▸ YOUR ASSIGNMENT
Reproduce all records verbatim.

---------- THE DATA

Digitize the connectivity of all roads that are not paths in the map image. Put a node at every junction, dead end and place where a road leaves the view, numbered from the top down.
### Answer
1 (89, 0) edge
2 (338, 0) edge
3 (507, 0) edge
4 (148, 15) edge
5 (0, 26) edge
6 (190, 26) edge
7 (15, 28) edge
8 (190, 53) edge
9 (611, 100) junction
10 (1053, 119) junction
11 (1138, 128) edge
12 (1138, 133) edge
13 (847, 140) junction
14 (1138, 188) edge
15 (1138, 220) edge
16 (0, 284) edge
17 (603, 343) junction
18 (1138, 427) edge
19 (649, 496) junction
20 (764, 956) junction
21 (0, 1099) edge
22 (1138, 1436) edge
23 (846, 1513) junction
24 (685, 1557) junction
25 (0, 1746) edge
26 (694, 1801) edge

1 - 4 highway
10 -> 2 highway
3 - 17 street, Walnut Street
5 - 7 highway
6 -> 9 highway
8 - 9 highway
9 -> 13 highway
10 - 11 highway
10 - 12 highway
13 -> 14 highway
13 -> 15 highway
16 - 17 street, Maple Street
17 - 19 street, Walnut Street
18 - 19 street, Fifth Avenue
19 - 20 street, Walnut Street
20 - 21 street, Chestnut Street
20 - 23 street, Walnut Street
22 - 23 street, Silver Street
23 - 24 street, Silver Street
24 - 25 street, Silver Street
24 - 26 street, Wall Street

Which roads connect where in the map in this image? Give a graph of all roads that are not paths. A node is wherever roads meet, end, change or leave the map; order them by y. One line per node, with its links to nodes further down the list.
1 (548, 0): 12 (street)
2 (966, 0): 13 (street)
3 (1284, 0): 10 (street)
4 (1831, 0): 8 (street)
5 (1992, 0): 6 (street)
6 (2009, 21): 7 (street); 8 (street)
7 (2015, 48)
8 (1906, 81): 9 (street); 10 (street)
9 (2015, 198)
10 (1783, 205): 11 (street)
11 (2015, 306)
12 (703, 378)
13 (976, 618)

--------------------

▸ RESPONSE BOX
Digitize the connectivity of all roads that are not paths in the map image. Put a node at every junction, dead end and place where a road leaves the view, numbered from the top down.
### Answer
1 (89, 0) edge
2 (338, 0) edge
3 (507, 0) edge
4 (148, 15) edge
5 (0, 26) edge
6 (190, 26) edge
7 (15, 28) edge
8 (190, 53) edge
9 (611, 100) junction
10 (1053, 119) junction
11 (1138, 128) edge
12 (1138, 133) edge
13 (847, 140) junction
14 (1138, 188) edge
15 (1138, 220) edge
16 (0, 284) edge
17 (603, 343) junction
18 (1138, 427) edge
19 (649, 496) junction
20 (764, 956) junction
21 (0, 1099) edge
22 (1138, 1436) edge
23 (846, 1513) junction
24 (685, 1557) junction
25 (0, 1746) edge
26 (694, 1801) edge

1 - 4 highway
10 -> 2 highway
3 - 17 street, Walnut Street
5 - 7 highway
6 -> 9 highway
8 - 9 highway
9 -> 13 highway
10 - 11 highway
10 - 12 highway
13 -> 14 highway
13 -> 15 highway
16 - 17 street, Maple Street
17 - 19 street, Walnut Street
18 - 19 street, Fifth Avenue
19 - 20 street, Walnut Street
20 - 21 street, Chestnut Street
20 - 23 street, Walnut Street
22 - 23 street, Silver Street
23 - 24 street, Silver Street
24 - 25 street, Silver Street
24 - 26 street, Wall Street

Which roads connect where in the map in this image? Give a graph of all roads that are not paths. A node is wherever roads meet, end, change or leave the map; order them by y. One line per node, with its links to nodes further down the list.
1 (548, 0): 12 (street)
2 (966, 0): 13 (street)
3 (1284, 0): 10 (street)
4 (1831, 0): 8 (street)
5 (1992, 0): 6 (street)
6 (2009, 21): 7 (street); 8 (street)
7 (2015, 48)
8 (1906, 81): 9 (street); 10 (street)
9 (2015, 198)
10 (1783, 205): 11 (street)
11 (2015, 306)
12 (703, 378)
13 (976, 618)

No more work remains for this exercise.